Pay for teachers and other state employees has generated headlines in news coverage of the budget this year, in part because there have been no legislative salary increases in five of the seven years between the start of the Great Recession in 2008 and 2015. As a result, salaries over that time grew at an annual rate of 0.7 percent, from $41,646 to $44,260. The emphasis on paychecks, however, misses the rest of the compensation story.

Employees receive a salary, paid leave, health insurance, contributions toward retirement, longevity pay, and the employer portion of Social Security. As one might expect, the fastest growing components of employee compensation were state-funded contributions to the retirement plan, to current health insurance coverage, and to the reserve for retiree health benefits.

Employer contributions to the state pension plan tripled, from $1,270 as of December 31, 2008, to $4,050 by December 31, 2015. Current insurance premiums increased by $1,407 over that time, from $4,156 to $5,563. Contributions to the Retiree Health Plan Reserve for the average employee increased 45 percent, from $1,707 to $2,479. Together, the growth in these three areas alone nearly doubled the increase in salaries – $4,958 compared to $2,614. As a result, employee benefits climbed from 30.5 percent of total compensation to 35.1 percent.

It would be a stretch to claim that slower growth in contributions to health insurance and retirement benefits would have gone directly to higher pay, but it is striking that nearly two-thirds of the increases in compensation for state employees between 2008 and 2015 were invisible. If anything, the most noticeable changes were unpopular reductions in the generosity of health insurance benefits, charges for more generous coverage options, and incentives for healthy behaviors. Were it not for those changes, even more compensation would have been hidden.
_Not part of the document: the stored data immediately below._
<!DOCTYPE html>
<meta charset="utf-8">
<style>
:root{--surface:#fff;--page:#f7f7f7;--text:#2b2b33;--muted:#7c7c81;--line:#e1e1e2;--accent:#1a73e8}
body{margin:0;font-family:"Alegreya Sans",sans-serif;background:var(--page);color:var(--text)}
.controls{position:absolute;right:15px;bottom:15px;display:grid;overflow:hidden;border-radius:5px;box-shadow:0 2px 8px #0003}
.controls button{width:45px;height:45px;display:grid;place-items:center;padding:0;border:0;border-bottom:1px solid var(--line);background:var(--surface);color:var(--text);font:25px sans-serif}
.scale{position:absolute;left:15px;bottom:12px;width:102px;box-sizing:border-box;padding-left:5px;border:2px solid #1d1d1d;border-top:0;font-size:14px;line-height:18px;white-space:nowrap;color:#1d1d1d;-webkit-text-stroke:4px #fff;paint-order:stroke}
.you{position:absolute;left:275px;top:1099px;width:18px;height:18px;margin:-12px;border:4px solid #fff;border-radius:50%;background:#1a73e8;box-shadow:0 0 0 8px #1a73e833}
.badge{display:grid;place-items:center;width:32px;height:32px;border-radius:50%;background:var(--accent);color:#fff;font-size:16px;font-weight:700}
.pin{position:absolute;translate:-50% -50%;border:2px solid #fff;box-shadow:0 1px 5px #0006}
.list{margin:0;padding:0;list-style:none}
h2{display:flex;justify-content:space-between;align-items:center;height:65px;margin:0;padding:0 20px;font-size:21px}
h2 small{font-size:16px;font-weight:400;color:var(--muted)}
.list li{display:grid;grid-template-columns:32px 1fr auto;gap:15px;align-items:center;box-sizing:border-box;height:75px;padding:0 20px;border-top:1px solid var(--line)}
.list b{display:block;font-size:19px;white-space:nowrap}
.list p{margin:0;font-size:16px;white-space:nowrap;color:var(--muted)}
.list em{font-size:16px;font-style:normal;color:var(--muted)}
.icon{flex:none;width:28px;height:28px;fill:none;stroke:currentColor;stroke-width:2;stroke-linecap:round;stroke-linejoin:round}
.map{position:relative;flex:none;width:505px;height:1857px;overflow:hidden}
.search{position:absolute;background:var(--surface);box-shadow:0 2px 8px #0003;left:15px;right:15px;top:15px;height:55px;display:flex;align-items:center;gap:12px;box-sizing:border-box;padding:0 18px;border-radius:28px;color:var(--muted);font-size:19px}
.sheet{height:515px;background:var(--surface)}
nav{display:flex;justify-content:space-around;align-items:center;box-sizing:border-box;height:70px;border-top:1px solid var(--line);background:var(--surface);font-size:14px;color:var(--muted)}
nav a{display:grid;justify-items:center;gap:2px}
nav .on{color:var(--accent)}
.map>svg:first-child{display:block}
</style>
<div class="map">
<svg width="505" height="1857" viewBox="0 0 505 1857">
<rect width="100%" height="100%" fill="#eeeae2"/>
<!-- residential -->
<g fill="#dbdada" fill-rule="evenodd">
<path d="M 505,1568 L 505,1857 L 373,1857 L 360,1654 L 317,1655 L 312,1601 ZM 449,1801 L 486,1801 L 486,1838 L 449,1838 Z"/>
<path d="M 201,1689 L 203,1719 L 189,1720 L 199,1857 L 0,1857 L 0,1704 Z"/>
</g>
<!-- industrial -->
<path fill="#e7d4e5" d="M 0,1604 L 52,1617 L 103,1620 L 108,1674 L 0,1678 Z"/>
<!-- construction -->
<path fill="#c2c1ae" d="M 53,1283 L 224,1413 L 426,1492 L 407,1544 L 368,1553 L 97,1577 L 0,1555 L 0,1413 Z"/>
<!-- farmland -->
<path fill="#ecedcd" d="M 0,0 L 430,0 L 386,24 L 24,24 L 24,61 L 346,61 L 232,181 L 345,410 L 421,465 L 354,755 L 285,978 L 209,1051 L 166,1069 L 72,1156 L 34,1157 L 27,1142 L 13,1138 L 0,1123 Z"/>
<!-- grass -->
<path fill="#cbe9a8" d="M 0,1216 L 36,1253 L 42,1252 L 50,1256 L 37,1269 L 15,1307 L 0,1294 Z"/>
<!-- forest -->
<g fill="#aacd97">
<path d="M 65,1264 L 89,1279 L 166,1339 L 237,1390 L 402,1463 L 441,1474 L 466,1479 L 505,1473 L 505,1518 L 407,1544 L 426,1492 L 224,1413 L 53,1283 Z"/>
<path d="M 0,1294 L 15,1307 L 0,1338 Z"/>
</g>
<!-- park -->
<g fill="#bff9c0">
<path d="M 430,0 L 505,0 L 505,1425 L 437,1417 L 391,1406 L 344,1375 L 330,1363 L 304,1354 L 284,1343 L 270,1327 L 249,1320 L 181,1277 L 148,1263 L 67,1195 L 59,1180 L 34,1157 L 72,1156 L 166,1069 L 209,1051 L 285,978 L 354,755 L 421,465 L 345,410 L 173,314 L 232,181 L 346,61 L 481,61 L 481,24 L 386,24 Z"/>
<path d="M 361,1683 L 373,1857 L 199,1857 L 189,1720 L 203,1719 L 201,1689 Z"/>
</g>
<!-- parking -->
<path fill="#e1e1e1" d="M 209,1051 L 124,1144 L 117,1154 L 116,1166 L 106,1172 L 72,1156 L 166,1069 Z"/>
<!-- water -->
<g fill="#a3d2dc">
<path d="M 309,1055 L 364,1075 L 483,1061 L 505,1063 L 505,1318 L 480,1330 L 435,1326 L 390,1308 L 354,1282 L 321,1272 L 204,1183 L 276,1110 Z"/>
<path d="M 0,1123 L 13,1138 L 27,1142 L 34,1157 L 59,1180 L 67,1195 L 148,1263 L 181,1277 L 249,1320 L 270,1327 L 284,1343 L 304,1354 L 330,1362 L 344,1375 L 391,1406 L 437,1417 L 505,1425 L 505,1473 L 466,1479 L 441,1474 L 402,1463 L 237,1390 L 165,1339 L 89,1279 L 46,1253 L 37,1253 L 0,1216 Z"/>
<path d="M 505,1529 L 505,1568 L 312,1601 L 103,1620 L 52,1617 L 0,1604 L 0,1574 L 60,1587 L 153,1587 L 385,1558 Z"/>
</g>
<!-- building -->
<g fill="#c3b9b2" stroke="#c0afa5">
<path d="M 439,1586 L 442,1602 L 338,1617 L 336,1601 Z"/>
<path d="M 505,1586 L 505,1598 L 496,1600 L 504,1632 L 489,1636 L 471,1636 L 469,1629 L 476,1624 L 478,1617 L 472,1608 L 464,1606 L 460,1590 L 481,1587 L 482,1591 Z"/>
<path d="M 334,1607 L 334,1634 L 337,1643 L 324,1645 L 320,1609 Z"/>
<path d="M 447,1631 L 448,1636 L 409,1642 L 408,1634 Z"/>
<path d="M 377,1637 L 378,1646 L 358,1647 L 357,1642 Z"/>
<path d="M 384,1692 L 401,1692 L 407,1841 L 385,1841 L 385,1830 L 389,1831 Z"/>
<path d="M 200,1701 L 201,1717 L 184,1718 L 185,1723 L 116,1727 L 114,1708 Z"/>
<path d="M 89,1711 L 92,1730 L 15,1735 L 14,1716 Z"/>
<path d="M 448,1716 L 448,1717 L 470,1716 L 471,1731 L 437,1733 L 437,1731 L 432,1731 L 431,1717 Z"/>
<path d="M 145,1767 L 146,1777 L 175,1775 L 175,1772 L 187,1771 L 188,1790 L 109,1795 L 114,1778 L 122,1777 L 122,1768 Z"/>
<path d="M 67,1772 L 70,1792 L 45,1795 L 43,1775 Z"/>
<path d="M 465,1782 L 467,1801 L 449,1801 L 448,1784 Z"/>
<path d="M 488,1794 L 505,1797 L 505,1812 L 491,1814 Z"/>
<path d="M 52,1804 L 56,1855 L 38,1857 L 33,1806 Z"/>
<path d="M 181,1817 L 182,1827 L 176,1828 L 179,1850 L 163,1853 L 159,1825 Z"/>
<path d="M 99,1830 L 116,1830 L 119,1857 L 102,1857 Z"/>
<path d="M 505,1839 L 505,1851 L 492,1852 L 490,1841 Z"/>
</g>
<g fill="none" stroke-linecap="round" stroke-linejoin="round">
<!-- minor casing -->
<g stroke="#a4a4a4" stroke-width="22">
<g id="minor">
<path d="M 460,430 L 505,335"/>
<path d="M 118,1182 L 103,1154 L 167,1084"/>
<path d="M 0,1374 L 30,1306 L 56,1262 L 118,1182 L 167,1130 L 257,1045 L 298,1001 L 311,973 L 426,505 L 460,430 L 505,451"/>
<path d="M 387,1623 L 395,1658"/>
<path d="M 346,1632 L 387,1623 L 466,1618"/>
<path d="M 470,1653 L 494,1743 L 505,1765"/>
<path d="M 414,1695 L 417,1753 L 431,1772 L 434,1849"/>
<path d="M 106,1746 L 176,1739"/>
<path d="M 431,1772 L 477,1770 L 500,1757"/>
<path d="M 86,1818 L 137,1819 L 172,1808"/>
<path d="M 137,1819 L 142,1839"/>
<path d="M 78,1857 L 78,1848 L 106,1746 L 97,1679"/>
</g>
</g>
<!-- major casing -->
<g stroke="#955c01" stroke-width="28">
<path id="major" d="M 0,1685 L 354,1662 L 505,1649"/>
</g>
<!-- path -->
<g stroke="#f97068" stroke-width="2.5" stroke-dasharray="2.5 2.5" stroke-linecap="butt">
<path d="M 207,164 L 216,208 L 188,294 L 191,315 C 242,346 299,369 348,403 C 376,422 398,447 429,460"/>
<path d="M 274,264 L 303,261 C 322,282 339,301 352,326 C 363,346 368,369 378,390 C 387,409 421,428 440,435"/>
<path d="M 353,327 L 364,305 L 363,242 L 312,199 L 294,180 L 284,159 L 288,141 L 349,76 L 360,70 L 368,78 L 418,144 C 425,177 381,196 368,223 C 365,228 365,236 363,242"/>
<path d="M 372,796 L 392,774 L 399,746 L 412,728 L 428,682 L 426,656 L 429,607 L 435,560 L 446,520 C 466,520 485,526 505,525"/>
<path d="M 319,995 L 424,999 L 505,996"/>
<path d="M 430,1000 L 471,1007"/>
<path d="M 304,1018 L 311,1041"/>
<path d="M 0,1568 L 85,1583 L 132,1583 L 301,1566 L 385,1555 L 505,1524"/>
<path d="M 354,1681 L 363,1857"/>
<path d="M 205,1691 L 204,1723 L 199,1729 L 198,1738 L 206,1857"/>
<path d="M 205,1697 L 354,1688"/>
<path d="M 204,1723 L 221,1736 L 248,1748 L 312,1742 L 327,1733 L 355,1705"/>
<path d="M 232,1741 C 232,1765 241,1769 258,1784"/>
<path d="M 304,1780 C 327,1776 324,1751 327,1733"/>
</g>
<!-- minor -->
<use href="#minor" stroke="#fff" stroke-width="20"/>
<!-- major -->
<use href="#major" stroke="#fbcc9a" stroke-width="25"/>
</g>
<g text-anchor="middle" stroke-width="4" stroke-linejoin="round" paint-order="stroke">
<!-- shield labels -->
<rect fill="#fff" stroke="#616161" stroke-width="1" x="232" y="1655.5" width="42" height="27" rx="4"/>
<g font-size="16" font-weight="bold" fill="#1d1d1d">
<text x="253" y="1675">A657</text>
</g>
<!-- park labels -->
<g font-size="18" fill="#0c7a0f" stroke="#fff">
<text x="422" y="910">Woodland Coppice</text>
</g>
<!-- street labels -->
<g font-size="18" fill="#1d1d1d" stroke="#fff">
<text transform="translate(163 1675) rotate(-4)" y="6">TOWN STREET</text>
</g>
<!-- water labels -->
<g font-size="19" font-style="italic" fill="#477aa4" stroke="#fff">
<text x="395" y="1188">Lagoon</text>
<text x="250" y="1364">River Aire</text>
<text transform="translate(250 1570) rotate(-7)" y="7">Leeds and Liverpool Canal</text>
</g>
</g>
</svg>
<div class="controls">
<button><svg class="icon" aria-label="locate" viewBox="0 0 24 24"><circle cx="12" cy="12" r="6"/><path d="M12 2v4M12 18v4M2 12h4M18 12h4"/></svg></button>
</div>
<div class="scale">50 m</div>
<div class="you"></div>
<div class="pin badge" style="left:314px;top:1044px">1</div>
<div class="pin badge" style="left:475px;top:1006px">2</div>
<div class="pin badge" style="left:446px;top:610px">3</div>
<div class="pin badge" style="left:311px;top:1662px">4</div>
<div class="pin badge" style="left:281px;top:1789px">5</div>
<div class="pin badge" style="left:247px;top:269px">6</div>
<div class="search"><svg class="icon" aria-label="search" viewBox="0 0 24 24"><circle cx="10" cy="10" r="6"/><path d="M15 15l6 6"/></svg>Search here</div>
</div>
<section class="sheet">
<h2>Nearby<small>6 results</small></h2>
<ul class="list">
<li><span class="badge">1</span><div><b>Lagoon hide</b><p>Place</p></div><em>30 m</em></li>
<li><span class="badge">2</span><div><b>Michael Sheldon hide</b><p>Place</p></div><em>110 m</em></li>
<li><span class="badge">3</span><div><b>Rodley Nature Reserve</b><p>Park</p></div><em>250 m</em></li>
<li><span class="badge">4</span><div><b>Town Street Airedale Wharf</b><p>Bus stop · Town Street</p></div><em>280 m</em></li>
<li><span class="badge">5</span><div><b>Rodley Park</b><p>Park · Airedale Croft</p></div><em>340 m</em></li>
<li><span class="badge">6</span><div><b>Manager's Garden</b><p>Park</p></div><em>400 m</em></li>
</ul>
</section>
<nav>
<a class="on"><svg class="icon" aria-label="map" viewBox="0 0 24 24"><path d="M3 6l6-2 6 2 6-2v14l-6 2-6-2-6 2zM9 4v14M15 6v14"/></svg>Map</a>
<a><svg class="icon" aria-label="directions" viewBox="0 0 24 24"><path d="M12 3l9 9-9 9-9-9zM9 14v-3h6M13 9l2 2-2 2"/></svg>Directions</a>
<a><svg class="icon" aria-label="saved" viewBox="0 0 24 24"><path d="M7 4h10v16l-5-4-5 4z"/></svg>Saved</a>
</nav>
Despite these changes, state employees have generous health insurance benefits during their employment with the state and the promise of generous benefits when they retire. Generosity does come at a cost, however, one that will climb if the state is to fulfill its promises for health insurance and pension payments to future retirees.

A recent court decision curtailed the ability of the General Assembly and State Treasurer to ensure the future availability of promised benefits, overturning a 2013 policy that began to charge a premium for the most generous health insurance option in the State Health Plan. With less flexibility to adjust benefits for current retirees (and at least some current employees), the choice, at some point soon, could be to eliminate benefits for any future hires.

Like many of the programs they must administer, state employees’ pay and benefits are at once lavish and insufficient. Over the latter half of the twentieth century, elected officials made promises that could only be financed with rapid economic growth or high inflation.  Growth would provide tax revenue, and inflation would reduce the value of financial obligations. A slow economy and low inflation make those promises less realistic. Salaries for state employees may increase, but their share of total compensation will likely continue to shrink, even as compensation for current employees shrinks as a share of total spending.